X-Men: Days of Future Past (2014)
Fear not, it's better than X3 and the Wolverine movies.
It's hard to review this movie without spoilers, but here it goes:
It's a very "epic" X-men movie...probably the most epic yet. For better or worse, there's a lot going on in this movie- future and past time-lines and characters...if I have one complaint, it's that there's so much to the story that some scenes happen too quickly just because they need to.
There are also some head-scratching lines of dialogue and plot elements (don't even get me started on how the time-line is supposed to work with the previous movies).
But that's all being technical, the movie succeeds where it needs to: the story is interesting, the acting is good, the action is pretty awesome (though we don't get as much as I wanted), and the effects are the best yet.
A lot of people are raving about this movie, and I hate to say I don't really know why- it was good, but not great. I wouldn't say it's the best X-men movie, but it's a welcomed addition.
The Amazing Spider-Man 2 (2014)
Better than the first one, but seriously flawed.
I'll be positive here- the movie did a very good job whenever spider-man was in the suit, doing his thing.
It maintains (and expands) the humor of spider-man (which the Rami films really lacked), and the choreography is the best yet- Spider-man finally moves like you think he should from the comics (or video games).
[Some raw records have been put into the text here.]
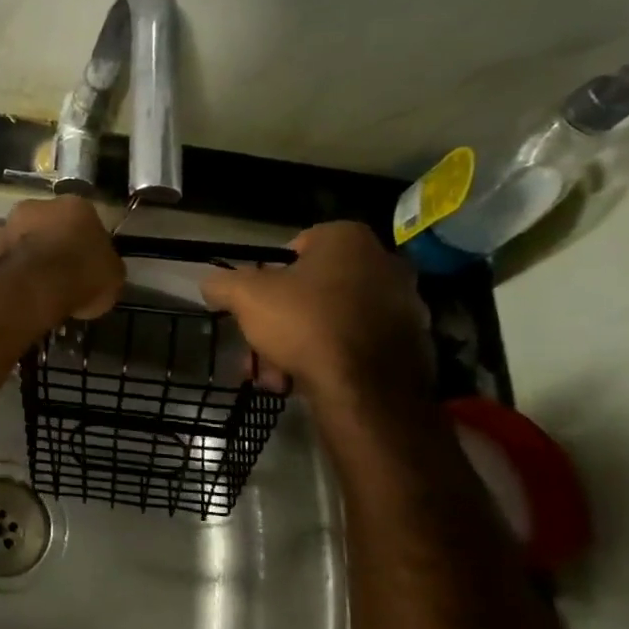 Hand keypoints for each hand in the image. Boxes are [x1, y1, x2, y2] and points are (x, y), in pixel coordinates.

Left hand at [0, 196, 124, 323]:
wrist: (36, 287)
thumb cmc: (82, 274)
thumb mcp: (112, 275)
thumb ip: (104, 265)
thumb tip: (100, 269)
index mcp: (75, 204)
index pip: (84, 220)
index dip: (85, 243)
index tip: (86, 264)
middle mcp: (38, 205)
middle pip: (48, 224)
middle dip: (53, 244)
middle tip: (60, 273)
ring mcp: (9, 224)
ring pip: (23, 239)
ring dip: (29, 256)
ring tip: (38, 285)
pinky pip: (6, 259)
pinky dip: (13, 271)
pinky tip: (21, 291)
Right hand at [201, 222, 431, 411]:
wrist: (366, 389)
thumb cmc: (305, 324)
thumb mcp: (245, 296)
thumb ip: (223, 282)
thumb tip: (213, 284)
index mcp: (348, 239)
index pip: (295, 248)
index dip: (267, 277)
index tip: (254, 304)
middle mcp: (385, 263)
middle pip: (313, 290)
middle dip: (281, 321)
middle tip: (259, 348)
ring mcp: (406, 305)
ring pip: (332, 321)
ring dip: (299, 345)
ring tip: (276, 376)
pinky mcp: (414, 345)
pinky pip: (358, 346)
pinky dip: (332, 360)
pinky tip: (307, 382) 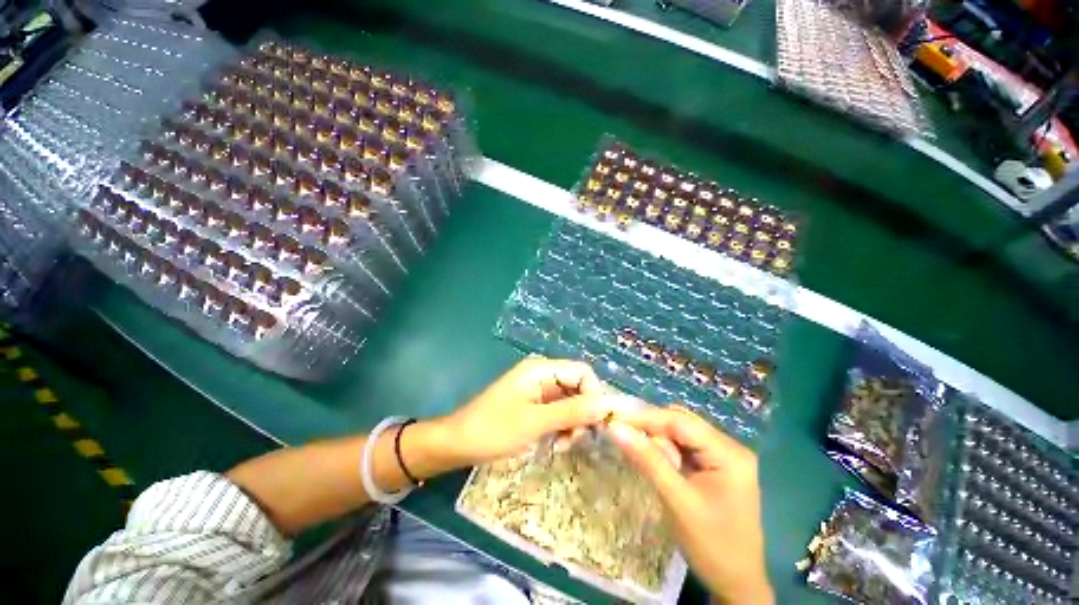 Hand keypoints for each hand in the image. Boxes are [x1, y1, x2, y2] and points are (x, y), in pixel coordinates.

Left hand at [432, 357, 612, 469]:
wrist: (458, 443)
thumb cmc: (493, 430)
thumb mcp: (535, 422)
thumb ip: (571, 411)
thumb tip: (605, 405)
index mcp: (541, 369)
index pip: (582, 372)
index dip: (594, 394)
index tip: (596, 424)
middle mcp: (542, 375)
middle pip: (578, 387)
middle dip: (583, 413)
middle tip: (576, 439)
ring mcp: (538, 390)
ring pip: (571, 401)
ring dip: (573, 423)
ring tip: (563, 445)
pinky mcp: (534, 404)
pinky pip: (559, 411)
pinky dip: (562, 426)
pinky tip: (556, 443)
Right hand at [607, 406, 773, 604]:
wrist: (738, 584)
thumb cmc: (712, 546)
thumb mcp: (677, 501)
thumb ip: (647, 460)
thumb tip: (615, 428)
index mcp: (728, 453)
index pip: (679, 421)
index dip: (645, 417)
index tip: (615, 419)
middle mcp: (729, 447)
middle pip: (681, 423)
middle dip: (652, 428)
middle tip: (624, 435)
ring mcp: (724, 456)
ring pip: (682, 433)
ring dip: (658, 439)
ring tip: (639, 451)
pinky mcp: (717, 466)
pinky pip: (686, 447)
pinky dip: (667, 450)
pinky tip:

The villains are over-the-top (again), but for me that's part of the fun. The movie knows it's predictable, and I respect it for just kinda going with it. The acting overall is pretty on target, except from Garfield himself, who doesn't seem to know what to do during the serious scenes.
The ending actually kinda surprised me. You might see it coming, but I wasn't sure...I'll give them props for that.
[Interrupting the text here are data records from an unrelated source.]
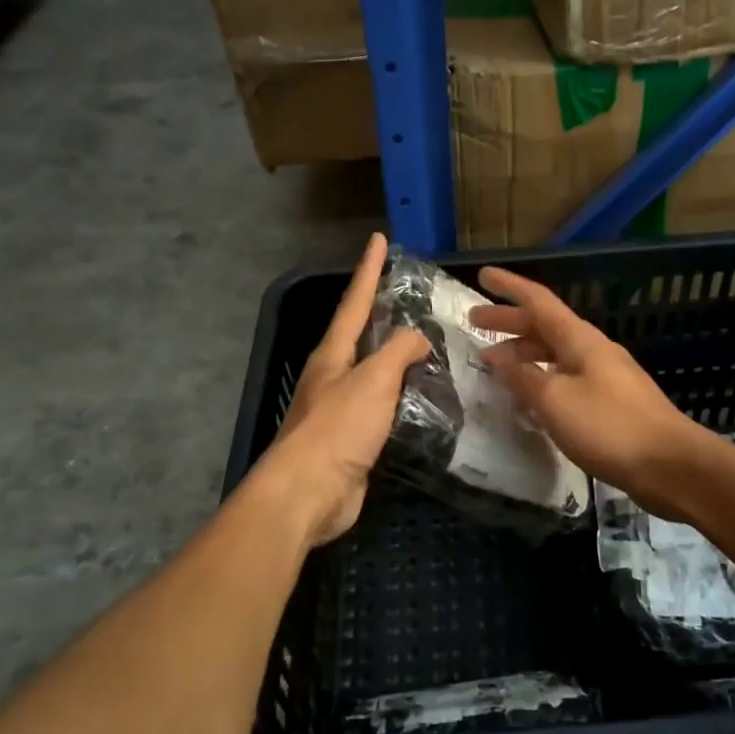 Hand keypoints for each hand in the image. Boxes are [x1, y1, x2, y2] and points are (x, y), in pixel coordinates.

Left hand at [254, 233, 429, 547]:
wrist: (308, 493)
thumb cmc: (337, 429)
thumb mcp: (373, 380)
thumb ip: (398, 352)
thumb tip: (417, 339)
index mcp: (332, 355)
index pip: (355, 302)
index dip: (368, 270)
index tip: (378, 239)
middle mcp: (333, 376)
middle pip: (360, 335)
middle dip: (380, 312)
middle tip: (409, 295)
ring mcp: (340, 410)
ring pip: (373, 373)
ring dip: (395, 358)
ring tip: (426, 346)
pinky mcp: (352, 441)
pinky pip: (383, 408)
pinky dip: (402, 397)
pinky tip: (421, 400)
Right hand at [470, 267, 714, 519]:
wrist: (671, 465)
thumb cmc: (609, 426)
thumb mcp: (555, 401)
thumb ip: (523, 378)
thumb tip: (498, 359)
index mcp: (580, 340)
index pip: (538, 301)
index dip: (509, 287)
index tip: (483, 274)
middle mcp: (592, 350)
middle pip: (545, 326)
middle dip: (509, 321)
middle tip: (475, 323)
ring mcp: (605, 376)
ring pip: (555, 354)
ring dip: (523, 353)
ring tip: (493, 364)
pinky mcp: (611, 403)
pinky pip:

Some of the scenes also just look really good- the CGI is *almost* to the point where it can seamlessly integrate into real footage...almost.
The music was also pretty good. Not as melodic as Elfman's score, but still a fun addition to the action.
Now to get all the negatives out in one paragraph: the dialogue is clichéd at best (lazy or aimless at worst), the tone of the movie is all over the place (is it campy? Is it serious? It tries to do both). The pacing is a bit off- starts with a promising sub-plot that gets a very rushed conclusion. Many characters are seemingly introduced for no reason, other than "they're in the comic, so we'll mention them here too." The plot over-relies on forced actions (meaning we see people change from good to bad or vice versa in the course of one scene). There's also just tons of little stupid things that are funny but unintentionally so (cinemasins will have a field day with this one).
So overall...I'd recommend it if you love spider-man and just want to see some fun spider-man action, and are willing to put up with a pretty terrible script and awkward pacing. On the other hand, if you hated the "first" one this one might not be enough of an improvement.